Egypt is in existential danger because of the filling of the Ethiopia dam – the gateway to freedom and justice

On the evening of Tuesday, July 13, 2021 AD, Dr. Essam Hajji, a professor and academic at NASA, re-published a scientific paper by Dr. Gary Bolkovich entitled: “The Water Dispute on the Nile River Can Destabilize the Region.” Aroused from the hoopla of insults and slander in the local media in the talk show programs on the results of our research published in the prestigious British Environmental Science Journal on the dangerous effects of the Renaissance Dam on the water deficit in Egypt, the University of California issues an official statement today that supports our research, and sends a message For those who said in our media that the university does not stand together with the results of the research, that their unfortunate opinion represents them alone.

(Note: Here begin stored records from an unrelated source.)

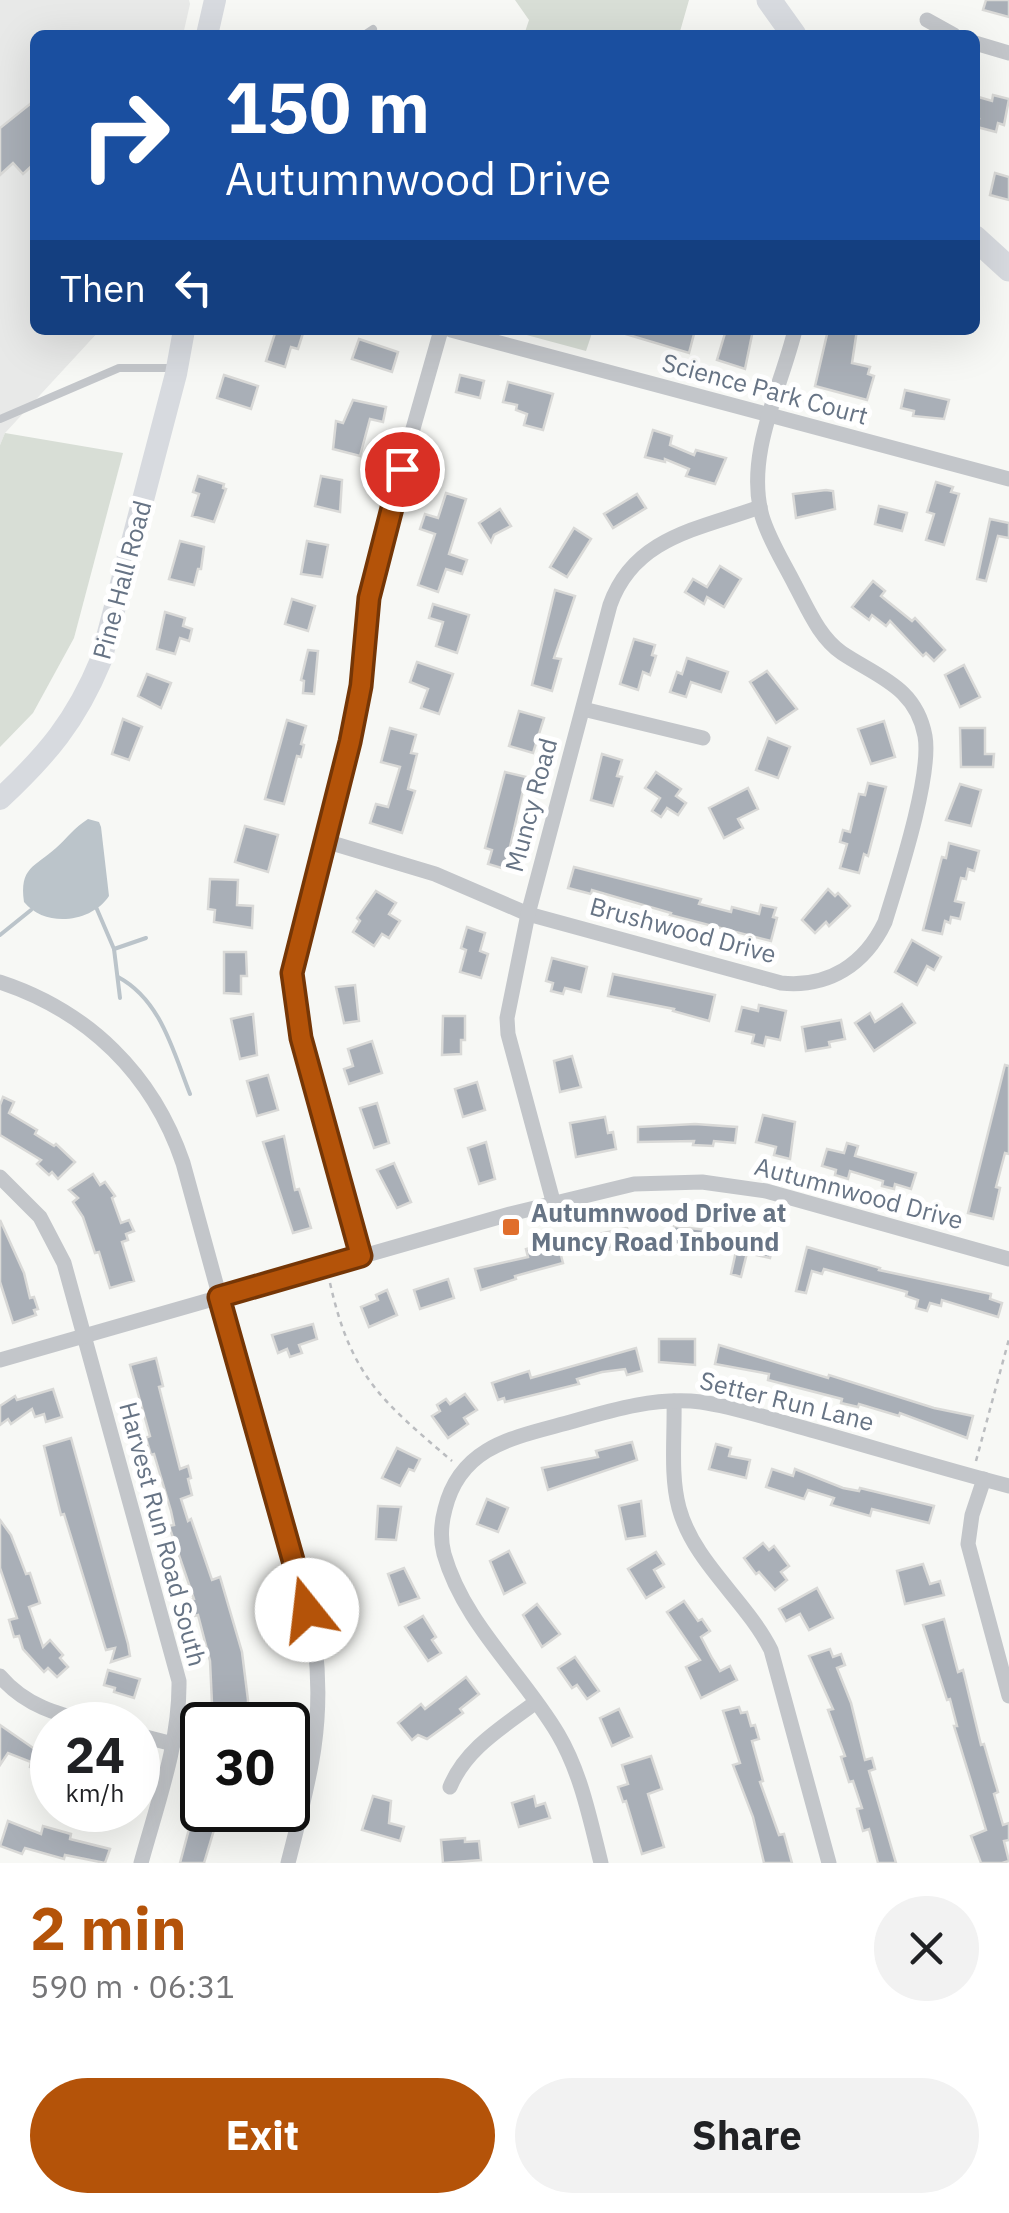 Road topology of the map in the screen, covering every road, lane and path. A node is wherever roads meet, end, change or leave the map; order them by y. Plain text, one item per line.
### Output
1 (215, 0) edge
2 (768, 0) edge
3 (928, 20) dead end
4 (373, 28) dead end
5 (207, 30) edge
6 (370, 30) edge
7 (790, 30) edge
8 (945, 30) edge
9 (980, 45) edge
10 (1009, 53) edge
11 (980, 243) edge
12 (1009, 269) edge
13 (183, 335) edge
14 (439, 335) edge
15 (469, 335) edge
16 (793, 335) edge
17 (177, 368) junction
18 (769, 417) junction
19 (0, 419) edge
20 (1009, 479) edge
21 (760, 507) junction
22 (583, 709) junction
23 (703, 738) dead end
24 (0, 800) edge
25 (325, 841) junction
26 (528, 914) junction
27 (0, 982) edge
28 (0, 1177) edge
29 (554, 1202) junction
30 (361, 1256) junction
31 (1009, 1259) edge
32 (328, 1275) dead end
33 (219, 1297) junction
34 (82, 1336) junction
35 (1009, 1339) edge
36 (0, 1360) edge
37 (674, 1400) junction
38 (977, 1458) dead end
39 (457, 1465) dead end
40 (984, 1480) junction
41 (1009, 1486) edge
42 (0, 1676) edge
43 (1009, 1696) edge
44 (536, 1702) junction
45 (30, 1703) edge
46 (160, 1741) edge
47 (173, 1744) junction
48 (450, 1787) dead end
49 (141, 1863) edge
50 (288, 1863) edge
51 (601, 1863) edge
52 (829, 1863) edge

1 - 5 street
2 - 7 main road
3 - 8 street
4 - 6 lane
9 - 10 street
11 - 12 main road
13 - 17 street, Pine Hall Road
14 - 25 street
15 - 18 street, Science Park Court
16 - 18 street, Brushwood Drive
17 - 19 lane
17 - 24 street, Pine Hall Road
18 - 20 street, Science Park Court
18 - 21 street, Brushwood Drive
21 - 22 street, Muncy Road
21 - 26 street, Brushwood Drive
22 - 23 street
22 - 26 street, Muncy Road
25 - 26 street, Brushwood Drive
25 - 30 street
26 - 29 street, Muncy Road
27 - 33 street
28 - 34 street, Harvest Run Road South
29 - 30 street, Autumnwood Drive
29 - 31 street, Autumnwood Drive
30 - 33 street, Autumnwood Drive
32 - 39 path
33 - 34 street, Autumnwood Drive
33 - 50 street
34 - 36 street, Autumnwood Drive
34 - 47 street, Harvest Run Road South
35 - 38 path
37 - 40 street, Setter Run Lane
37 - 44 street, Setter Run Lane
37 - 52 street
40 - 41 street, Setter Run Lane
40 - 43 street
42 - 45 street
44 - 48 street
44 - 51 street, Setter Run Lane
46 - 47 street
47 - 49 street, Harvest Run Road South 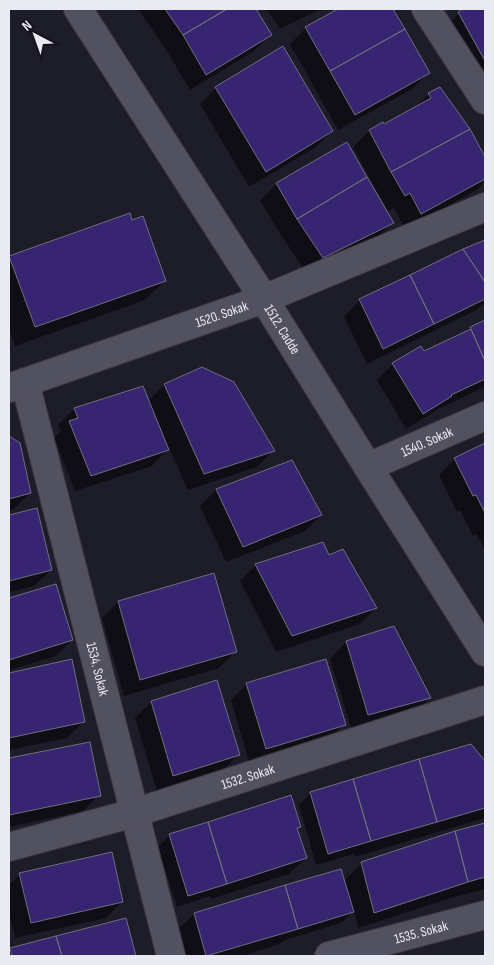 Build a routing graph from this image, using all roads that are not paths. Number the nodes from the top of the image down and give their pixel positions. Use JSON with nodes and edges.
{"nodes":[{"id":1,"x":78,"y":9,"type":"edge"},
{"id":2,"x":426,"y":9,"type":"edge"},
{"id":3,"x":485,"y":100,"type":"edge"},
{"id":4,"x":485,"y":207,"type":"edge"},
{"id":5,"x":264,"y":299,"type":"junction"},
{"id":6,"x":17,"y":385,"type":"edge"},
{"id":7,"x":485,"y":416,"type":"edge"},
{"id":8,"x":368,"y":467,"type":"junction"},
{"id":9,"x":484,"y":646,"type":"edge"},
{"id":10,"x":485,"y":700,"type":"edge"},
{"id":11,"x":134,"y":814,"type":"junction"},
{"id":12,"x":9,"y":847,"type":"edge"},
{"id":13,"x":485,"y":915,"type":"edge"},
{"id":14,"x":171,"y":956,"type":"edge"},
{"id":15,"x":329,"y":956,"type":"edge"}],
"edges":[{"from":1,"to":5,"type":"street","name":"1512. Cadde"},
{"from":2,"to":3,"type":"street"},
{"from":4,"to":5,"type":"street","name":"1520. Sokak"},
{"from":5,"to":6,"type":"street","name":"1520. Sokak"},
{"from":5,"to":8,"type":"street","name":"1512. Cadde"},
{"from":6,"to":11,"type":"street","name":"1534. Sokak"},
{"from":7,"to":8,"type":"street","name":"1540. Sokak"},
{"from":8,"to":9,"type":"street","name":"1512. Cadde"},
{"from":10,"to":11,"type":"street","name":"1532. Sokak"},
{"from":11,"to":12,"type":"street","name":"1532. Sokak"},
{"from":11,"to":14,"type":"street","name":"1534. Sokak"},
{"from":13,"to":15,"type":"street","name":"1535. Sokak"}]}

He added that “the University of California, with all its branches, is one of the most advanced American and international universities in the fields of water sciences, where southern California lives with great water scarcity, and therefore has enough international water experts to know the value and validity of the research, and as the university indicated that the research is funded internally in the amount of $80,000 in scientific excellence scholarship for the university.

He pointed out that “after reviewing the research internally and considering requests sent from citizens close to the embassy in the United States to withdraw the research, the university decided to issue this statement today and publish the research on its front page.”

Essam Hajji’s research said that “the Renaissance Dam will increase the already aggravated water deficit in Egypt, and that if matters are not remedied, the average water deficit that Egypt will know will rise from approximately 18 billion cubic meters to 31 billion cubic meters; threatening a decline in the agricultural area from 30 to 72.” % in the event that the filling scenario continues and Egypt’s inability to fill this deficit.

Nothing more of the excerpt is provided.